One of the analytical limitations of this study is that it does not offer the possibility of comparing SIF with SPE in detecting monoclonal immunoglobulins (heavy chains and/or FLC) in urine samples from the nine patients studied. This was due to the difficulty of collecting 24-hour urine sample in relapsed patients, since they were already weakened and living elsewhere. To overcome this deficity, it would be important to perform serum free and heavy chains measurements in order to obtain the corelation between them. Through these analyzes, it would be possible to increase the sensitivity to detect the remission state of these patients, as well as their relapses.

Some laboratory parameters that assist in monitoring the nine patients in study were evaluated and are shown in Table 4, in which it is observed that there was worsening of anemia in the patients studied. In 66.6 % pacients (1, 2, 4, 6, 7 and 8), this had already occurred even when the relapse was detected early by SIF. This result can be explained by the fact that such patients have MM for several years (average of six years) and, therefore, are already debilitated by the disease itself as well by the frequent use of therapies and/or chemotherapies in previous relapses.

 

 

Although the quantification of complete monoclonal immunoglobulins (IgG, IgA and IgM) assist in monitoring patients with MM, it must be used in conjunction with high sensitivity methods(32). As seen in Table 4, patients 1, 2, 3, 4 and 7 showed average normal values of IgA 345.8 mg/dl (128.9-775.0 mg/dl) when the relapse was detected early by SIF, and average values 3.6 times increased (787.3-2,240.0 mg/dl) when the relapse was detected late by SPE. In both relapsed patients with monoclonal component IgG (5 and 9), although this immunoglobulin values are at normal levels, we observed that there was an average increase of 989.6 mg/dl in SIF to 1497.5 (51.3 %) in SPE, which reinforces tha advantage of using SIF in relation to SPE in the early detection of this monoclonal component in relapsed MM.

Serum creatinine reflects renal function and, therefore, patients 2 and 6 already had higher value (2.0 and 1.4 mg/dl, respectively), even when the relapse was detected by SIF. This occurred because these patients had MM type FLC at diagnosis, which caused damage to renal tubules. As relapse was detected later by SPE, the amount of creatinine level increased from 2.0 to 2.6 mg/dl in patient 2, and 1.4 to 2.1 in patient 6, indicating worsening of renal function.
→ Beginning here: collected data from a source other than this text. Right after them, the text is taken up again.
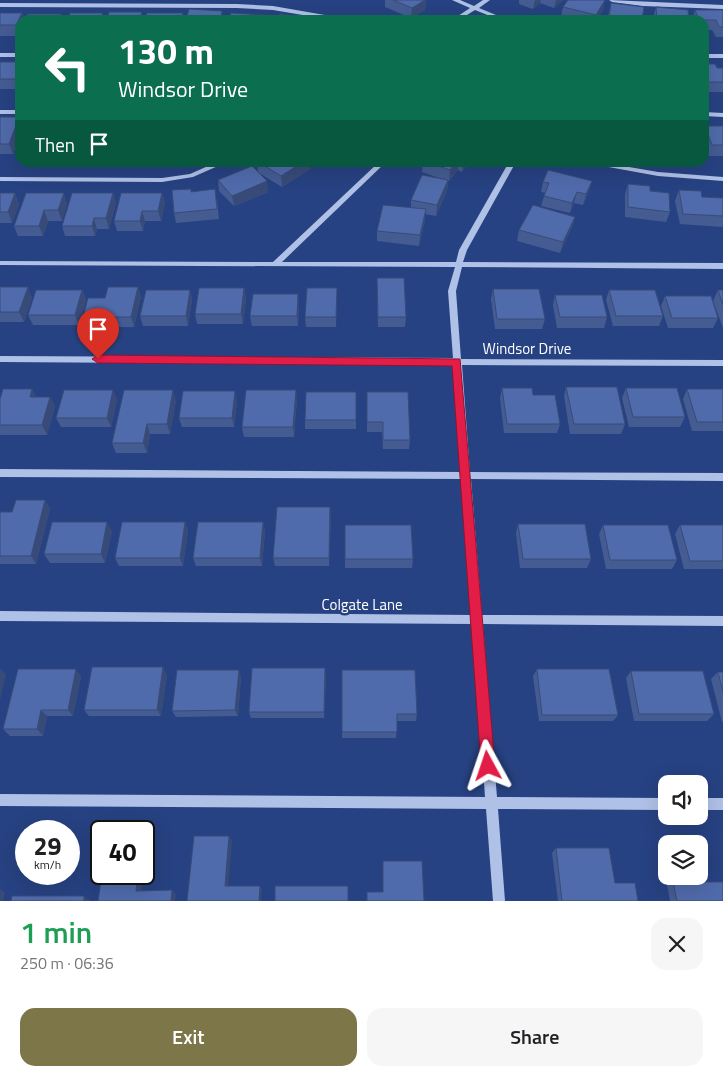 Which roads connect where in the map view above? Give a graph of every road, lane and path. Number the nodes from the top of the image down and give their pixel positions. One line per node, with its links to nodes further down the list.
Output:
1 (455, 0): 5 (street)
2 (487, 0): 5 (street)
3 (612, 0): 6 (street)
4 (0, 5): 7 (street)
5 (475, 8): 8 (street); 9 (street)
6 (723, 8)
7 (313, 15)
8 (463, 15)
9 (492, 15)
10 (0, 55): 11 (street)
11 (15, 55)
12 (709, 56): 13 (street)
13 (723, 56)
14 (0, 112): 15 (street)
15 (15, 112)
16 (709, 114): 17 (street)
17 (723, 115)
18 (212, 167): 22 (street)
19 (378, 167): 25 (street)
20 (510, 167): 26 (street)
21 (616, 167): 23 (street)
22 (0, 179)
23 (723, 179)
24 (0, 262): 25 (street)
25 (275, 264): 26 (street)
26 (459, 266): 27 (street); 29 (street)
27 (723, 266)
28 (0, 359): 29 (street, Windsor Drive)
29 (457, 362): 30 (street, Windsor Drive); 32 (street)
30 (723, 363)
31 (0, 473): 32 (street)
32 (465, 476): 33 (street); 35 (street)
33 (723, 477)
34 (0, 616): 35 (street, Colgate Lane)
35 (476, 620): 36 (street, Colgate Lane); 38 (street)
36 (723, 621)
37 (0, 800): 38 (street)
38 (491, 803): 39 (street); 42 (street)
39 (658, 804)
40 (708, 804): 41 (street)
41 (723, 804)
42 (499, 901) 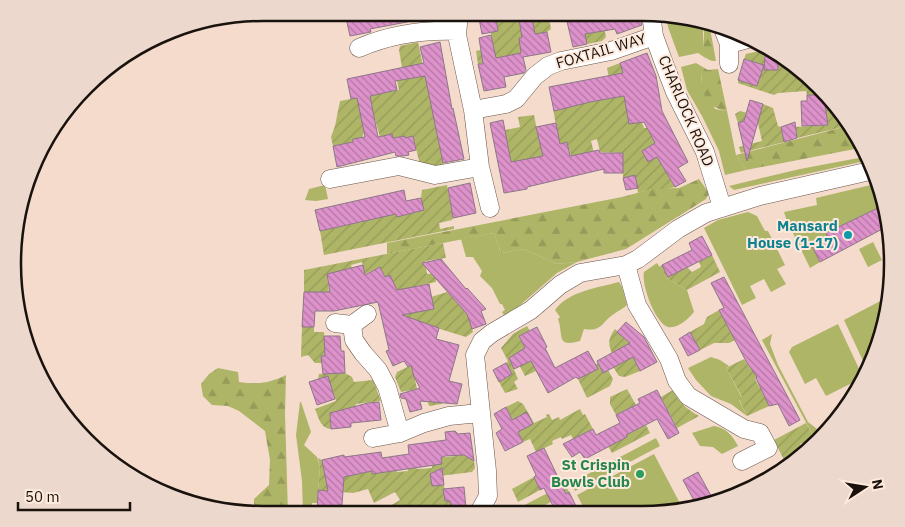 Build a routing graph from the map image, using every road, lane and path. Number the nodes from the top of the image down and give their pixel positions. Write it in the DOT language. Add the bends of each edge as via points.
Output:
graph roads {
  1 [pos="458,21"];
  2 [pos="652,22"];
  3 [pos="456,31"];
  4 [pos="654,36"];
  5 [pos="726,37"];
  6 [pos="738,42"];
  7 [pos="729,44"];
  8 [pos="359,48"];
  9 [pos="729,64"];
  10 [pos="473,110"];
  11 [pos="480,167"];
  12 [pos="865,172"];
  13 [pos="330,179"];
  14 [pos="722,207"];
  15 [pos="490,208"];
  16 [pos="626,265"];
  17 [pos="367,314"];
  18 [pos="480,413"];
  19 [pos="400,433"];
  20 [pos="373,438"];
  21 [pos="742,461"];
  22 [pos="482,506"];
  1 -- 3 [label="street"];
  2 -- 4 [label="street, CHARLOCK ROAD"];
  3 -- 8 [label="street" via="430,30"];
  3 -- 10 [label="street"];
  4 -- 10 [label="street, FOXTAIL WAY" via="548,66 516,99"];
  4 -- 14 [label="street, CHARLOCK ROAD" via="675,92 705,152"];
  5 -- 7 [label="street"];
  6 -- 7 [label="street"];
  7 -- 9 [label="street"];
  10 -- 11 [label="street"];
  11 -- 13 [label="street" via="435,175 398,166"];
  11 -- 15 [label="street"];
  12 -- 14 [label="street"];
  14 -- 16 [label="street" via="684,226"];
  16 -- 18 [label="street" via="580,273 482,341 475,355"];
  16 -- 21 [label="street" via="638,305 688,396 744,429 760,433 768,448"];
  17 -- 19 [label="street" via="343,324 387,387"];
  18 -- 19 [label="street" via="449,416"];
  18 -- 22 [label="street" via="488,496"];
  19 -- 20 [label="street"];
} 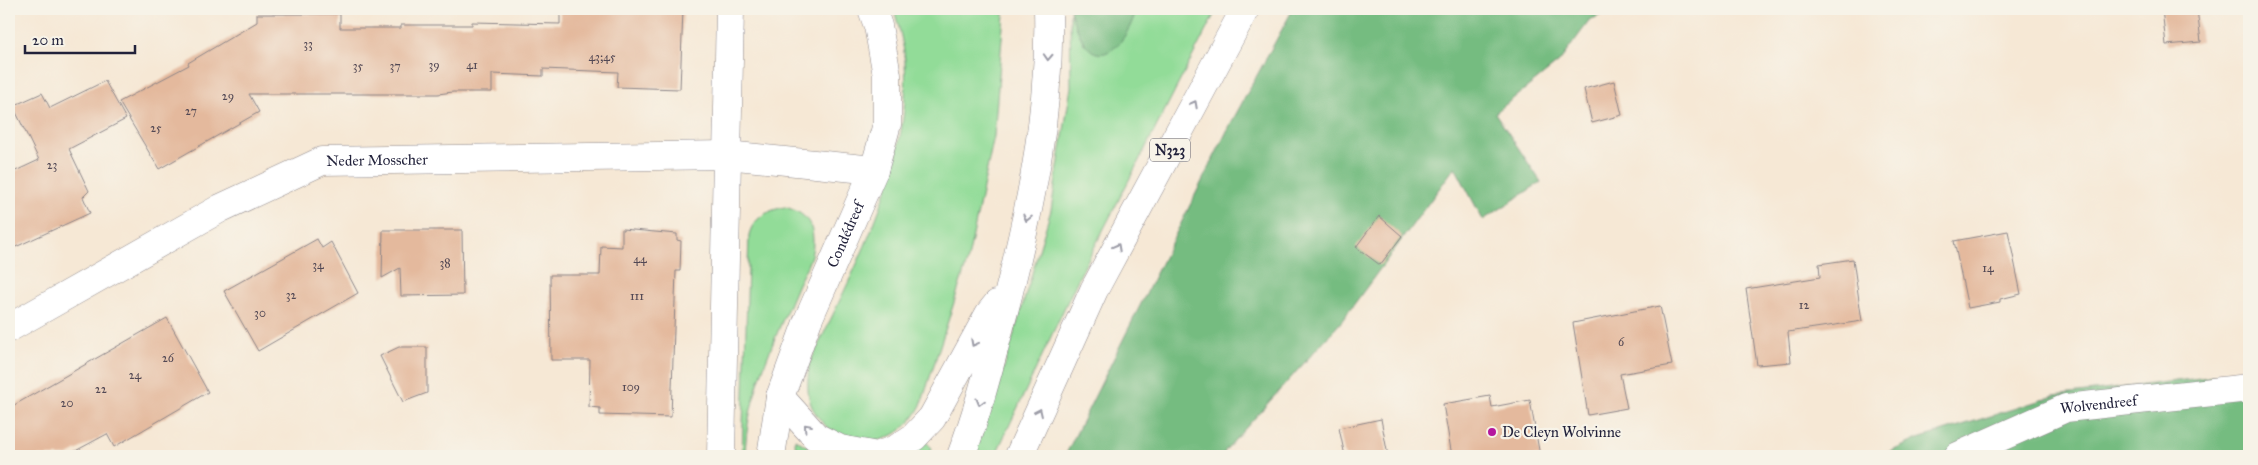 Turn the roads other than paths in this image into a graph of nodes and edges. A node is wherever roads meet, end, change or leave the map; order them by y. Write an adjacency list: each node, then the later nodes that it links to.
1 (730, 9): 5 (main road)
2 (872, 9): 6 (main road, Condédreef)
3 (1048, 9): 7 (main road, one-way to 7)
4 (1245, 9): 14 (main road, N323, one-way to 4)
5 (727, 155): 6 (main road, Neder Mosscher); 8 (main road, Neder Mosscher); 11 (main road)
6 (874, 170): 10 (main road, Condédreef)
7 (1010, 287): 10 (main road, one-way to 10); 13 (main road, one-way to 13)
8 (9, 328)
9 (2249, 388): 15 (main road, Wolvendreef)
10 (780, 397): 12 (main road, Condédreef)
11 (721, 456)
12 (770, 456)
13 (961, 456)
14 (1018, 456)
15 (1958, 456) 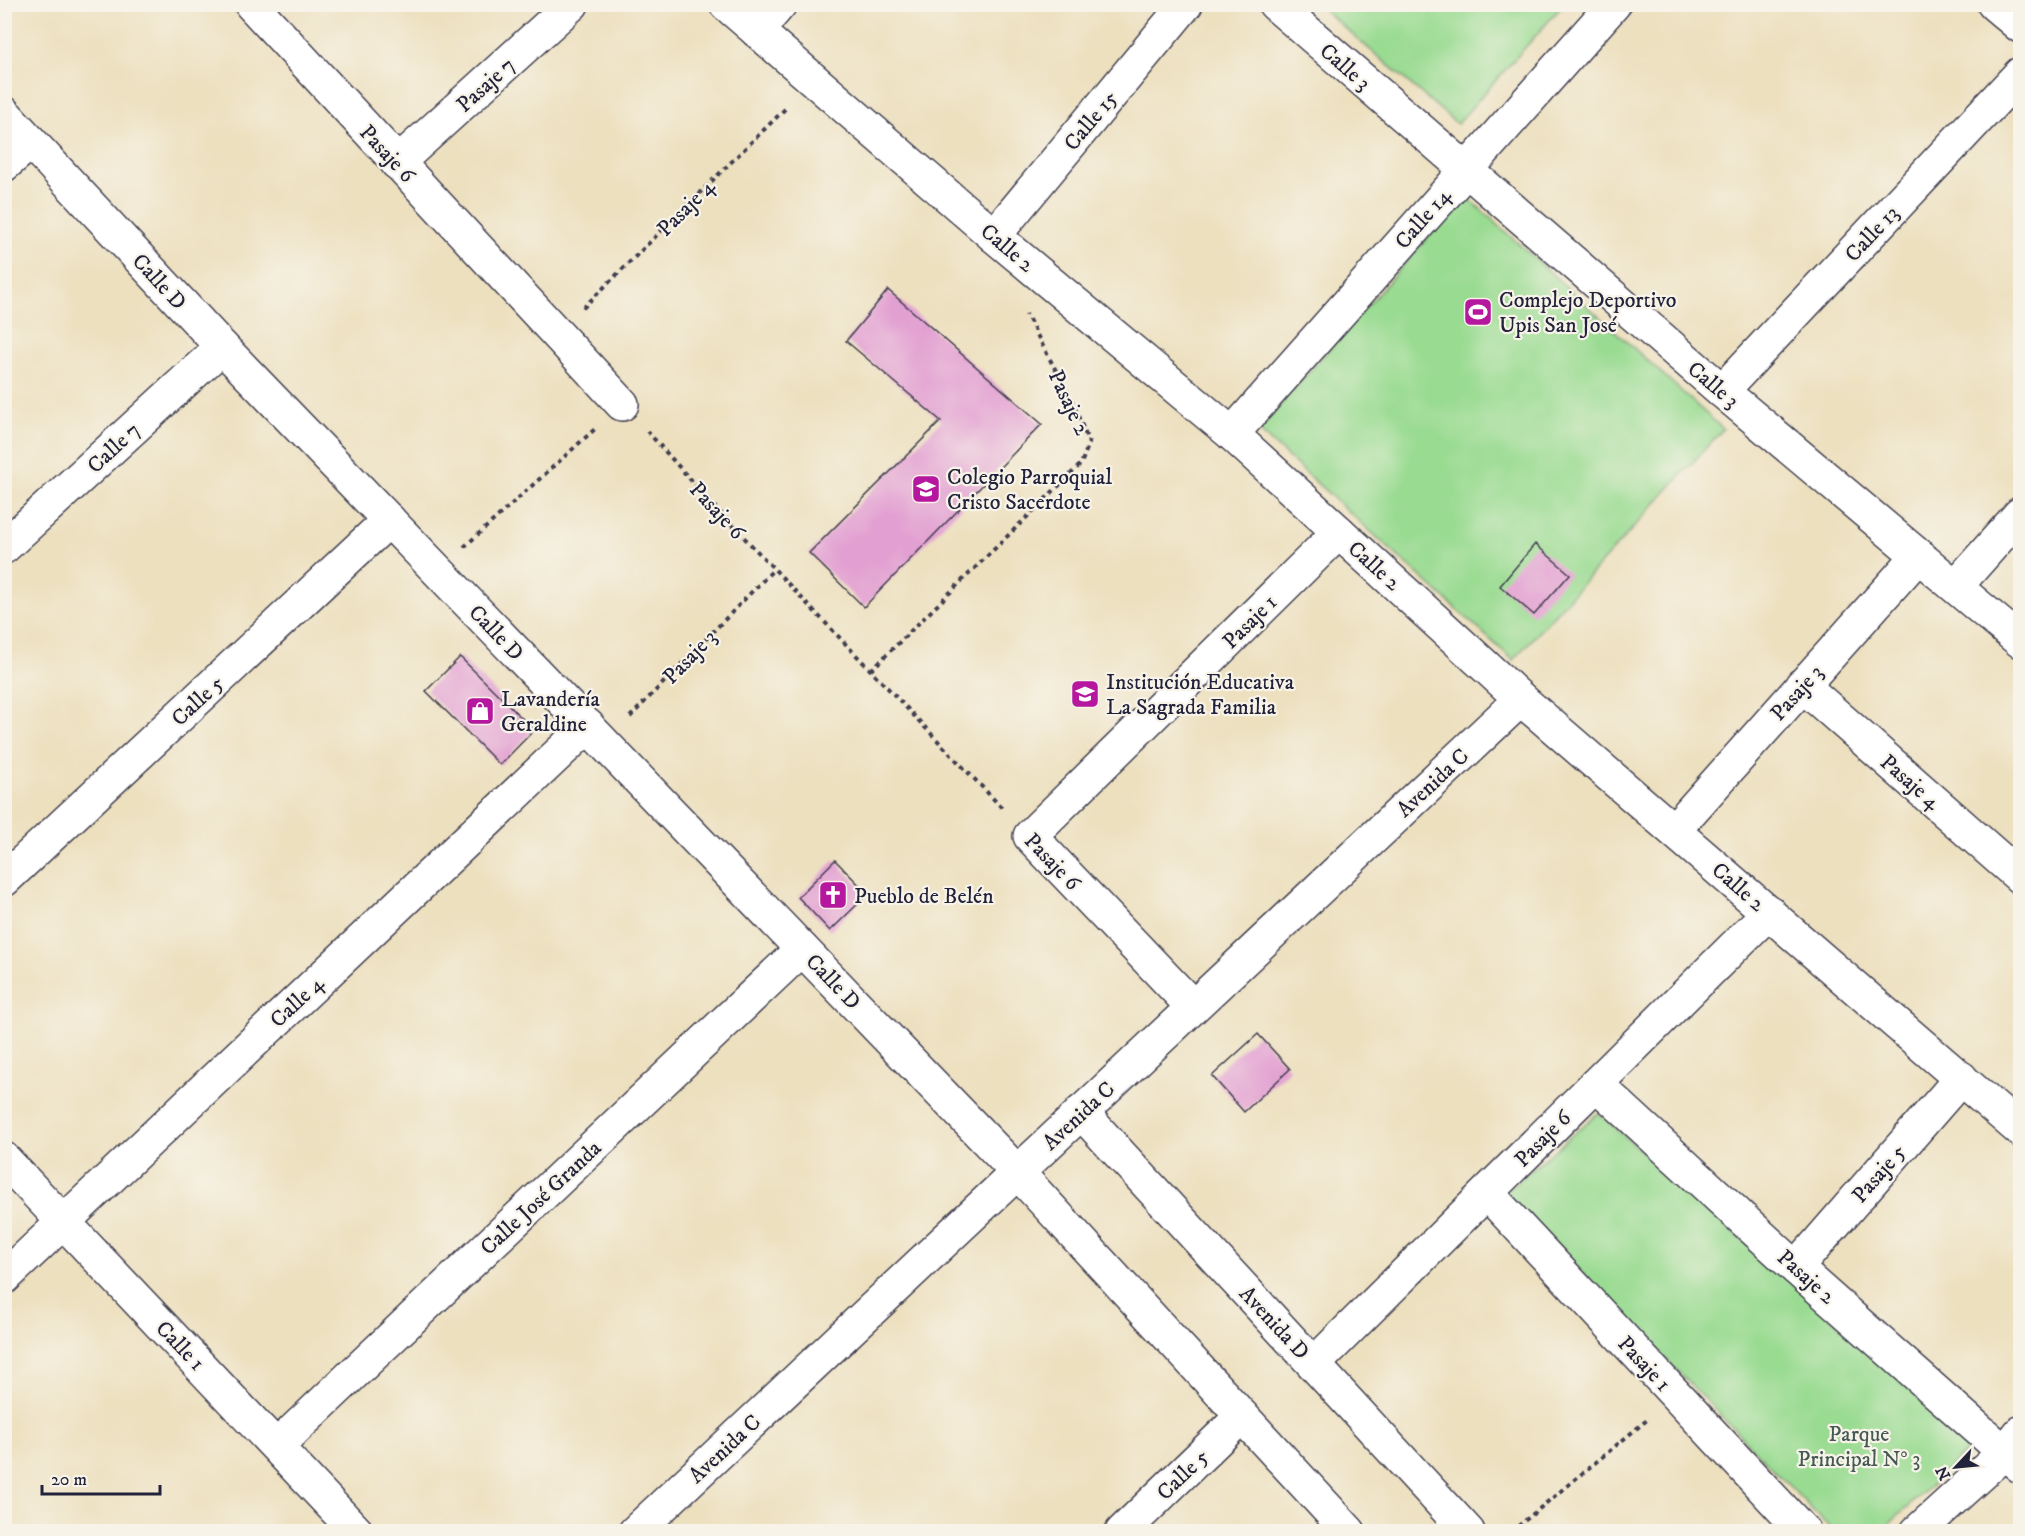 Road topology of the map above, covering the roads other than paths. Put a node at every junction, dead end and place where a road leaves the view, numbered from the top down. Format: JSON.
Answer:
{"nodes":[{"id":1,"x":572,"y":4,"type":"edge"},
{"id":2,"x":726,"y":4,"type":"edge"},
{"id":3,"x":780,"y":4,"type":"edge"},
{"id":4,"x":1186,"y":4,"type":"edge"},
{"id":5,"x":1275,"y":4,"type":"edge"},
{"id":6,"x":1614,"y":4,"type":"edge"},
{"id":7,"x":1994,"y":4,"type":"edge"},
{"id":8,"x":255,"y":6,"type":"edge"},
{"id":9,"x":2020,"y":26,"type":"edge"},
{"id":10,"x":757,"y":31,"type":"junction"},
{"id":11,"x":2020,"y":74,"type":"edge"},
{"id":12,"x":4,"y":113,"type":"edge"},
{"id":13,"x":31,"y":142,"type":"junction"},
{"id":14,"x":397,"y":163,"type":"junction"},
{"id":15,"x":4,"y":165,"type":"edge"},
{"id":16,"x":1465,"y":169,"type":"junction"},
{"id":17,"x":994,"y":236,"type":"junction"},
{"id":18,"x":222,"y":347,"type":"junction"},
{"id":19,"x":1722,"y":392,"type":"junction"},
{"id":20,"x":622,"y":404,"type":"road end"},
{"id":21,"x":1232,"y":434,"type":"junction"},
{"id":22,"x":2020,"y":514,"type":"edge"},
{"id":23,"x":388,"y":520,"type":"junction"},
{"id":24,"x":1339,"y":532,"type":"junction"},
{"id":25,"x":4,"y":547,"type":"edge"},
{"id":26,"x":1919,"y":555,"type":"junction"},
{"id":27,"x":1956,"y":586,"type":"junction"},
{"id":28,"x":2020,"y":641,"type":"edge"},
{"id":29,"x":1802,"y":685,"type":"junction"},
{"id":30,"x":1521,"y":699,"type":"junction"},
{"id":31,"x":596,"y":735,"type":"junction"},
{"id":32,"x":1674,"y":830,"type":"junction"},
{"id":33,"x":1030,"y":836,"type":"joint"},
{"id":34,"x":2020,"y":877,"type":"edge"},
{"id":35,"x":4,"y":880,"type":"edge"},
{"id":36,"x":1769,"y":912,"type":"junction"},
{"id":37,"x":802,"y":949,"type":"junction"},
{"id":38,"x":1193,"y":1007,"type":"junction"},
{"id":39,"x":1961,"y":1078,"type":"junction"},
{"id":40,"x":1596,"y":1084,"type":"junction"},
{"id":41,"x":1081,"y":1112,"type":"junction"},
{"id":42,"x":2020,"y":1130,"type":"edge"},
{"id":43,"x":4,"y":1159,"type":"edge"},
{"id":44,"x":1017,"y":1172,"type":"junction"},
{"id":45,"x":1487,"y":1193,"type":"junction"},
{"id":46,"x":63,"y":1221,"type":"junction"},
{"id":47,"x":1796,"y":1268,"type":"junction"},
{"id":48,"x":4,"y":1278,"type":"edge"},
{"id":49,"x":1314,"y":1364,"type":"junction"},
{"id":50,"x":1242,"y":1416,"type":"junction"},
{"id":51,"x":277,"y":1446,"type":"junction"},
{"id":52,"x":2015,"y":1450,"type":"edge"},
{"id":53,"x":357,"y":1532,"type":"edge"},
{"id":54,"x":635,"y":1532,"type":"edge"},
{"id":55,"x":1122,"y":1532,"type":"edge"},
{"id":56,"x":1349,"y":1532,"type":"edge"},
{"id":57,"x":1468,"y":1532,"type":"edge"},
{"id":58,"x":1804,"y":1532,"type":"edge"},
{"id":59,"x":1917,"y":1532,"type":"edge"}],
"edges":[{"from":1,"to":14,"type":"street","name":"Pasaje 7"},
{"from":2,"to":10,"type":"street","name":"Calle 2"},
{"from":3,"to":10,"type":"street"},
{"from":4,"to":17,"type":"street","name":"Calle 15"},
{"from":5,"to":16,"type":"street","name":"Calle 3"},
{"from":6,"to":16,"type":"street","name":"Calle 14"},
{"from":7,"to":9,"type":"street"},
{"from":8,"to":14,"type":"street","name":"Pasaje 6"},
{"from":10,"to":17,"type":"street","name":"Calle 2"},
{"from":11,"to":19,"type":"street","name":"Calle 13"},
{"from":12,"to":13,"type":"street","name":"Calle D"},
{"from":13,"to":15,"type":"street"},
{"from":13,"to":18,"type":"street","name":"Calle D"},
{"from":14,"to":20,"type":"street","name":"Pasaje 6"},
{"from":16,"to":19,"type":"street","name":"Calle 3"},
{"from":16,"to":21,"type":"street","name":"Calle 14"},
{"from":17,"to":21,"type":"street","name":"Calle 2"},
{"from":18,"to":23,"type":"street","name":"Calle D"},
{"from":18,"to":25,"type":"street","name":"Calle 7"},
{"from":19,"to":26,"type":"street","name":"Calle 3"},
{"from":21,"to":24,"type":"street","name":"Calle 2"},
{"from":22,"to":27,"type":"street"},
{"from":23,"to":31,"type":"street","name":"Calle D"},
{"from":23,"to":35,"type":"street","name":"Calle 5"},
{"from":24,"to":30,"type":"street","name":"Calle 2"},
{"from":24,"to":33,"type":"street","name":"Pasaje 1"},
{"from":26,"to":27,"type":"street","name":"Calle 3"},
{"from":26,"to":29,"type":"street","name":"Pasaje 3"},
{"from":27,"to":28,"type":"street","name":"Calle 3"},
{"from":29,"to":32,"type":"street","name":"Pasaje 3"},
{"from":29,"to":34,"type":"street","name":"Pasaje 4"},
{"from":30,"to":32,"type":"street","name":"Calle 2"},
{"from":30,"to":38,"type":"street","name":"Avenida C"},
{"from":31,"to":37,"type":"street","name":"Calle D"},
{"from":31,"to":46,"type":"street","name":"Calle 4"},
{"from":32,"to":36,"type":"street","name":"Calle 2"},
{"from":33,"to":38,"type":"street","name":"Pasaje 6"},
{"from":36,"to":39,"type":"street","name":"Calle 2"},
{"from":36,"to":40,"type":"street","name":"Pasaje 6"},
{"from":37,"to":44,"type":"street","name":"Calle D"},
{"from":37,"to":51,"type":"street","name":"Calle José Granda"},
{"from":38,"to":41,"type":"street","name":"Avenida C"},
{"from":39,"to":42,"type":"street","name":"Calle 2"},
{"from":39,"to":47,"type":"street","name":"Pasaje 5"},
{"from":40,"to":45,"type":"street","name":"Pasaje 6"},
{"from":40,"to":47,"type":"street","name":"Pasaje 2"},
{"from":41,"to":44,"type":"street","name":"Avenida C"},
{"from":41,"to":49,"type":"street","name":"Avenida D"},
{"from":43,"to":46,"type":"street","name":"Calle 1"},
{"from":44,"to":50,"type":"street"},
{"from":44,"to":54,"type":"street","name":"Avenida C"},
{"from":45,"to":49,"type":"street","name":"Pasaje 6"},
{"from":45,"to":58,"type":"street","name":"Pasaje 1"},
{"from":46,"to":48,"type":"street","name":"Calle 4"},
{"from":46,"to":51,"type":"street","name":"Calle 1"},
{"from":47,"to":52,"type":"street","name":"Pasaje 2"},
{"from":49,"to":57,"type":"street","name":"Avenida D"},
{"from":50,"to":55,"type":"street","name":"Calle 5"},
{"from":50,"to":56,"type":"street"},
{"from":51,"to":53,"type":"street","name":"Calle 1"},
{"from":52,"to":59,"type":"street"}]}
Besides providing early detection of MM relapses in relation to SPE, SIF also allows us to evaluate in general the evolution of clonality, in both intact immunoglobulins and FLC. In Table 5, it is observed that with the exception of patients 5, 7 and 9, there was a change in the type of monoclonal component during the course of the disease. It is likely that this heterogeneity clonal also noted by Magrangeas et al. (2013)(41), Ahn et al. (2014)(42) and Brioli et al. (2014)(43), is due to the prolonged use of chemotherapy drugs and maintenance after the relapses occurred. This change of MM clonality implies intrinsic cellular resistance to subsequent therapies, requiring new therapeutic approaches.

 

 

CONCLUSION

The comparison between SIF and SPE techniques performed in this study, via retrospective analysis of MM relapsed patients, showed that SIF was more effective than SPE in the early detection of relapses, regardless of the class of monoclonal immunoglobulins present. The average of the nine relapsed patients, SIF has detected a monoclonal standard 6.6 months earlier than SPE, varying only two months in the worst cases to 18.6 months in a more favorable situation.